== Your objective ==
The whole of the data, every line, should come back exactly the same.

Dataset entries
□ □ □ □

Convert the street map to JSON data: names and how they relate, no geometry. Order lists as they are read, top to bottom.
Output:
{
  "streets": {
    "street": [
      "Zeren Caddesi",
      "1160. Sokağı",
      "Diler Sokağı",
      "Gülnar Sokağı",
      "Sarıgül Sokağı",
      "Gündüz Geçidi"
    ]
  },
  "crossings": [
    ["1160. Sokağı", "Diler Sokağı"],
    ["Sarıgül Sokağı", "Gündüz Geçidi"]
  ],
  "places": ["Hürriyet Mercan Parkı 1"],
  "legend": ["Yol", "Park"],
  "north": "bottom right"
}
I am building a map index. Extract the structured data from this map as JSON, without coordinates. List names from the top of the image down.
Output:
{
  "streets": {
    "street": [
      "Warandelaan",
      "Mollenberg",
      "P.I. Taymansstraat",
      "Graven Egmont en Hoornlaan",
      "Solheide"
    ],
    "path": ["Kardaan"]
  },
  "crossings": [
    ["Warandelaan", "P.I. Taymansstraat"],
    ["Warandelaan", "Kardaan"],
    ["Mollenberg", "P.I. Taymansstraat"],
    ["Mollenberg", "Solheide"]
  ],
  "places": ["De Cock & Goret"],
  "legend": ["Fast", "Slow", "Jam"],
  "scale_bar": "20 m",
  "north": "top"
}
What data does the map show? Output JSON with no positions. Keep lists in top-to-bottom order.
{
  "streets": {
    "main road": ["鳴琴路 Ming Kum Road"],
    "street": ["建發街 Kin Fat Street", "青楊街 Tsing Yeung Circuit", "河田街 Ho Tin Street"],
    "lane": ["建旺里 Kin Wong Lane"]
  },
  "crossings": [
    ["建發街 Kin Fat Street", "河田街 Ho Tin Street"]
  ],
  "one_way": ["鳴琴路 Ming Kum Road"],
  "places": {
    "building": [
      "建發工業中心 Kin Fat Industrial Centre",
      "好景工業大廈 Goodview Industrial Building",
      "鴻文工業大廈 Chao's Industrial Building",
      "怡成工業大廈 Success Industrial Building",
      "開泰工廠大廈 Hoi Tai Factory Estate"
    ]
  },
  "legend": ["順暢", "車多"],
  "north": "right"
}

□ □ □ □

== Output of the exercise ==
Convert the street map to JSON data: names and how they relate, no geometry. Order lists as they are read, top to bottom.
Output:
{
  "streets": {
    "street": [
      "Zeren Caddesi",
      "1160. Sokağı",
      "Diler Sokağı",
      "Gülnar Sokağı",
      "Sarıgül Sokağı",
      "Gündüz Geçidi"
    ]
  },
  "crossings": [
    ["1160. Sokağı", "Diler Sokağı"],
    ["Sarıgül Sokağı", "Gündüz Geçidi"]
  ],
  "places": ["Hürriyet Mercan Parkı 1"],
  "legend": ["Yol", "Park"],
  "north": "bottom right"
}
I am building a map index. Extract the structured data from this map as JSON, without coordinates. List names from the top of the image down.
Output:
{
  "streets": {
    "street": [
      "Warandelaan",
      "Mollenberg",
      "P.I. Taymansstraat",
      "Graven Egmont en Hoornlaan",
      "Solheide"
    ],
    "path": ["Kardaan"]
  },
  "crossings": [
    ["Warandelaan", "P.I. Taymansstraat"],
    ["Warandelaan", "Kardaan"],
    ["Mollenberg", "P.I. Taymansstraat"],
    ["Mollenberg", "Solheide"]
  ],
  "places": ["De Cock & Goret"],
  "legend": ["Fast", "Slow", "Jam"],
  "scale_bar": "20 m",
  "north": "top"
}
What data does the map show? Output JSON with no positions. Keep lists in top-to-bottom order.
{
  "streets": {
    "main road": ["鳴琴路 Ming Kum Road"],
    "street": ["建發街 Kin Fat Street", "青楊街 Tsing Yeung Circuit", "河田街 Ho Tin Street"],
    "lane": ["建旺里 Kin Wong Lane"]
  },
  "crossings": [
    ["建發街 Kin Fat Street", "河田街 Ho Tin Street"]
  ],
  "one_way": ["鳴琴路 Ming Kum Road"],
  "places": {
    "building": [
      "建發工業中心 Kin Fat Industrial Centre",
      "好景工業大廈 Goodview Industrial Building",
      "鴻文工業大廈 Chao's Industrial Building",
      "怡成工業大廈 Success Industrial Building",
      "開泰工廠大廈 Hoi Tai Factory Estate"
    ]
  },
  "legend": ["順暢", "車多"],
  "north": "right"
}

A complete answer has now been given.